Given information:
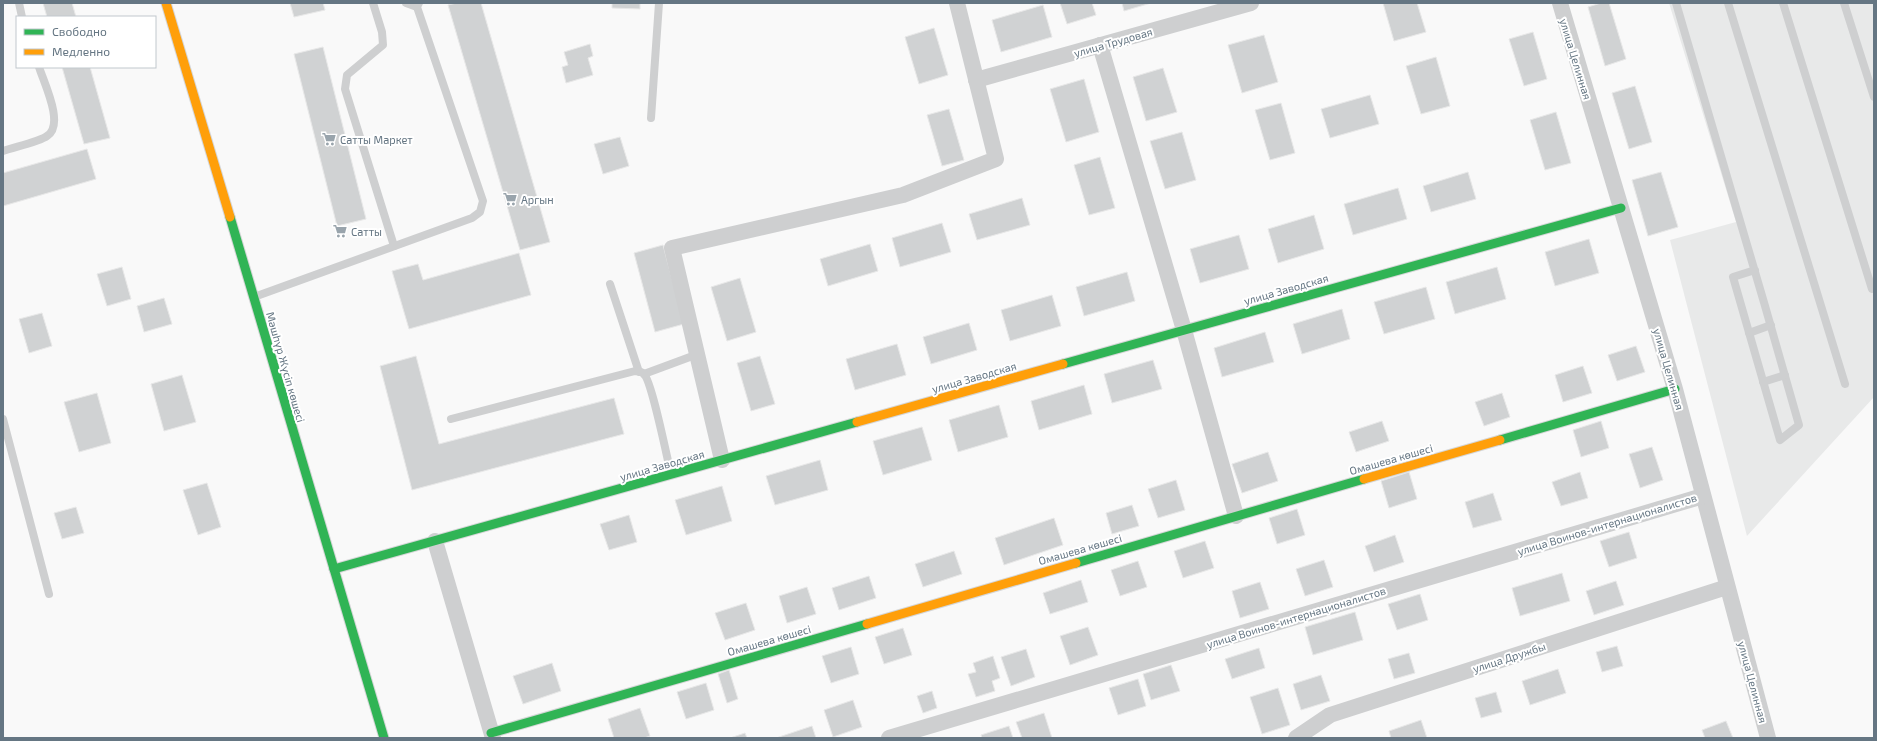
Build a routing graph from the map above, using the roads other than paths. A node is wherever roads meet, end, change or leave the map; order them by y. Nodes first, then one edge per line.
1 (19, 3) edge
2 (166, 3) edge
3 (373, 3) edge
4 (406, 3) edge
5 (659, 3) edge
6 (957, 3) edge
7 (1251, 3) edge
8 (1560, 3) edge
9 (1676, 3) edge
10 (1728, 3) edge
11 (1783, 3) edge
12 (1844, 3) edge
13 (418, 5) edge
14 (1213, 8) edge
15 (22, 16) edge
16 (1100, 45) junction
17 (39, 68) edge
18 (976, 80) junction
19 (1874, 97) edge
20 (651, 118) dead end
21 (3, 151) edge
22 (1621, 208) junction
23 (394, 246) junction
24 (1755, 270) junction
25 (610, 284) dead end
26 (1874, 287) edge
27 (253, 298) junction
28 (1771, 325) junction
29 (1184, 330) junction
30 (1749, 333) junction
31 (698, 354) junction
32 (642, 373) junction
33 (1785, 375) junction
34 (1763, 382) junction
35 (1845, 384) dead end
36 (1675, 389) junction
37 (3, 419) edge
38 (451, 419) dead end
39 (722, 460) junction
40 (671, 475) junction
41 (1703, 496) junction
42 (1236, 516) junction
43 (435, 541) junction
44 (334, 569) junction
45 (1728, 587) junction
46 (49, 594) dead end
47 (381, 736) edge
48 (492, 736) edge
49 (889, 738) edge
50 (1296, 738) edge
51 (1768, 738) edge

1 - 15 lane
2 - 27 street, Мәшһүр Жүсіп көшесі
3 - 23 lane
4 - 13 lane
5 - 20 lane
6 - 18 street
7 - 14 street, улица Трудовая
8 - 22 street, улица Целинная
9 - 24 lane
10 - 35 lane
11 - 26 lane
12 - 19 lane
13 - 23 lane
14 - 16 street, улица Трудовая
16 - 18 street, улица Трудовая
16 - 29 street
17 - 21 lane
18 - 31 street
22 - 29 street, улица Заводская
22 - 36 street, улица Целинная
23 - 27 lane
24 - 28 lane
24 - 30 lane
25 - 32 lane
27 - 44 street, Мәшһүр Жүсіп көшесі
28 - 30 lane
28 - 33 lane
29 - 39 street, улица Заводская
29 - 42 street
30 - 34 lane
31 - 32 lane
31 - 39 street
32 - 38 lane
32 - 40 lane
33 - 34 lane
33 - 34 lane
36 - 41 street, улица Целинная
36 - 42 street, Омашева көшесі
37 - 46 lane
39 - 40 street, улица Заводская
40 - 43 street, улица Заводская
41 - 45 street, улица Целинная
41 - 49 street, улица Воинов-интернационалистов
42 - 48 street, Омашева көшесі
43 - 44 street, улица Заводская
43 - 48 street
44 - 47 street, Мәшһүр Жүсіп көшесі
45 - 50 street, улица Дружбы
45 - 51 street, улица Целинная

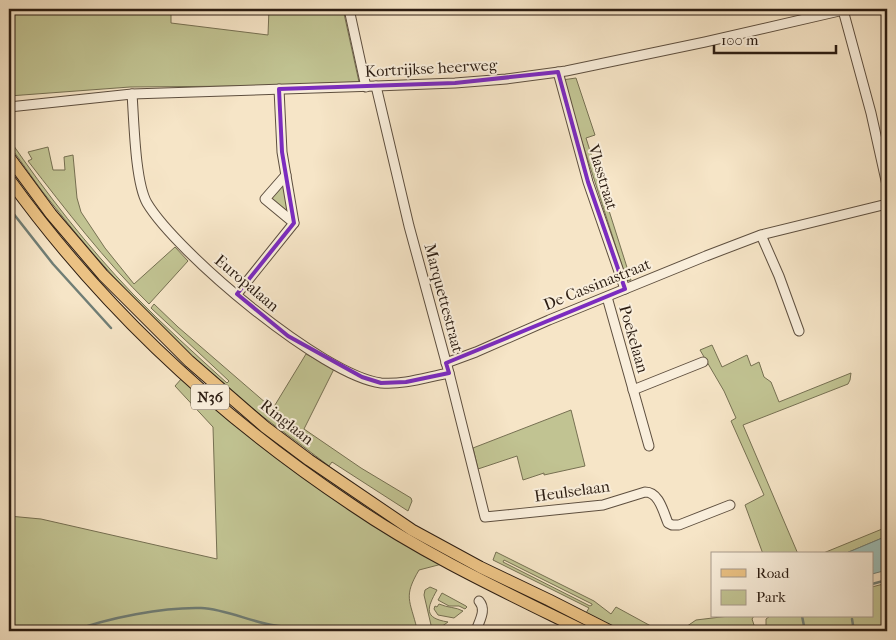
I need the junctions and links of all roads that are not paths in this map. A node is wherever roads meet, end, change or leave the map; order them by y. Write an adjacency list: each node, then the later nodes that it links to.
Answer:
1 (349, 9): 5 (street)
2 (846, 9): 3 (street, Kortrijkse heerweg); 12 (street)
3 (558, 72): 4 (street, Kortrijkse heerweg); 16 (street, Vlasstraat)
4 (376, 86): 5 (street, Kortrijkse heerweg); 21 (street, Marquettestraat)
5 (366, 87): 6 (street, Kortrijkse heerweg)
6 (279, 89): 7 (street, Kortrijkse heerweg); 10 (street)
7 (132, 94): 8 (street, Kortrijkse heerweg); 17 (street, Europalaan)
8 (9, 107)
9 (9, 157): 30 (main road, Ringlaan / N36)
10 (286, 175): 14 (street); 14 (street)
11 (9, 179): 29 (main road, Ringlaan / N36)
12 (887, 185)
13 (887, 204): 15 (street, De Cassinastraat)
14 (294, 223): 17 (street)
15 (761, 235): 16 (street, De Cassinastraat); 19 (street)
16 (625, 289): 18 (street, De Cassinastraat)
17 (237, 294): 22 (street, Europalaan)
18 (607, 297): 21 (street, De Cassinastraat); 23 (street, Poekelaan)
19 (799, 331)
20 (703, 362): 23 (street, Poekelaan)
21 (446, 363): 22 (street, Marquettestraat)
22 (449, 373): 26 (street, Marquettestraat)
23 (633, 390): 24 (street, Poekelaan)
24 (649, 446)
25 (730, 505): 26 (street, Heulselaan)
26 (485, 517)
27 (479, 601): 28 (street)
28 (476, 631)
29 (584, 631)
30 (610, 631)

What the task asks: When copying the records, reproduce every entry exactly and omit all pictures.

Expected answer:
Build a routing graph from the map above, using the roads other than paths. A node is wherever roads meet, end, change or leave the map; order them by y. Nodes first, then one edge per line.
1 (19, 3) edge
2 (166, 3) edge
3 (373, 3) edge
4 (406, 3) edge
5 (659, 3) edge
6 (957, 3) edge
7 (1251, 3) edge
8 (1560, 3) edge
9 (1676, 3) edge
10 (1728, 3) edge
11 (1783, 3) edge
12 (1844, 3) edge
13 (418, 5) edge
14 (1213, 8) edge
15 (22, 16) edge
16 (1100, 45) junction
17 (39, 68) edge
18 (976, 80) junction
19 (1874, 97) edge
20 (651, 118) dead end
21 (3, 151) edge
22 (1621, 208) junction
23 (394, 246) junction
24 (1755, 270) junction
25 (610, 284) dead end
26 (1874, 287) edge
27 (253, 298) junction
28 (1771, 325) junction
29 (1184, 330) junction
30 (1749, 333) junction
31 (698, 354) junction
32 (642, 373) junction
33 (1785, 375) junction
34 (1763, 382) junction
35 (1845, 384) dead end
36 (1675, 389) junction
37 (3, 419) edge
38 (451, 419) dead end
39 (722, 460) junction
40 (671, 475) junction
41 (1703, 496) junction
42 (1236, 516) junction
43 (435, 541) junction
44 (334, 569) junction
45 (1728, 587) junction
46 (49, 594) dead end
47 (381, 736) edge
48 (492, 736) edge
49 (889, 738) edge
50 (1296, 738) edge
51 (1768, 738) edge

1 - 15 lane
2 - 27 street, Мәшһүр Жүсіп көшесі
3 - 23 lane
4 - 13 lane
5 - 20 lane
6 - 18 street
7 - 14 street, улица Трудовая
8 - 22 street, улица Целинная
9 - 24 lane
10 - 35 lane
11 - 26 lane
12 - 19 lane
13 - 23 lane
14 - 16 street, улица Трудовая
16 - 18 street, улица Трудовая
16 - 29 street
17 - 21 lane
18 - 31 street
22 - 29 street, улица Заводская
22 - 36 street, улица Целинная
23 - 27 lane
24 - 28 lane
24 - 30 lane
25 - 32 lane
27 - 44 street, Мәшһүр Жүсіп көшесі
28 - 30 lane
28 - 33 lane
29 - 39 street, улица Заводская
29 - 42 street
30 - 34 lane
31 - 32 lane
31 - 39 street
32 - 38 lane
32 - 40 lane
33 - 34 lane
33 - 34 lane
36 - 41 street, улица Целинная
36 - 42 street, Омашева көшесі
37 - 46 lane
39 - 40 street, улица Заводская
40 - 43 street, улица Заводская
41 - 45 street, улица Целинная
41 - 49 street, улица Воинов-интернационалистов
42 - 48 street, Омашева көшесі
43 - 44 street, улица Заводская
43 - 48 street
44 - 47 street, Мәшһүр Жүсіп көшесі
45 - 50 street, улица Дружбы
45 - 51 street, улица Целинная

I need the junctions and links of all roads that are not paths in this map. A node is wherever roads meet, end, change or leave the map; order them by y. Write an adjacency list: each node, then the later nodes that it links to.
Answer:
1 (349, 9): 5 (street)
2 (846, 9): 3 (street, Kortrijkse heerweg); 12 (street)
3 (558, 72): 4 (street, Kortrijkse heerweg); 16 (street, Vlasstraat)
4 (376, 86): 5 (street, Kortrijkse heerweg); 21 (street, Marquettestraat)
5 (366, 87): 6 (street, Kortrijkse heerweg)
6 (279, 89): 7 (street, Kortrijkse heerweg); 10 (street)
7 (132, 94): 8 (street, Kortrijkse heerweg); 17 (street, Europalaan)
8 (9, 107)
9 (9, 157): 30 (main road, Ringlaan / N36)
10 (286, 175): 14 (street); 14 (street)
11 (9, 179): 29 (main road, Ringlaan / N36)
12 (887, 185)
13 (887, 204): 15 (street, De Cassinastraat)
14 (294, 223): 17 (street)
15 (761, 235): 16 (street, De Cassinastraat); 19 (street)
16 (625, 289): 18 (street, De Cassinastraat)
17 (237, 294): 22 (street, Europalaan)
18 (607, 297): 21 (street, De Cassinastraat); 23 (street, Poekelaan)
19 (799, 331)
20 (703, 362): 23 (street, Poekelaan)
21 (446, 363): 22 (street, Marquettestraat)
22 (449, 373): 26 (street, Marquettestraat)
23 (633, 390): 24 (street, Poekelaan)
24 (649, 446)
25 (730, 505): 26 (street, Heulselaan)
26 (485, 517)
27 (479, 601): 28 (street)
28 (476, 631)
29 (584, 631)
30 (610, 631)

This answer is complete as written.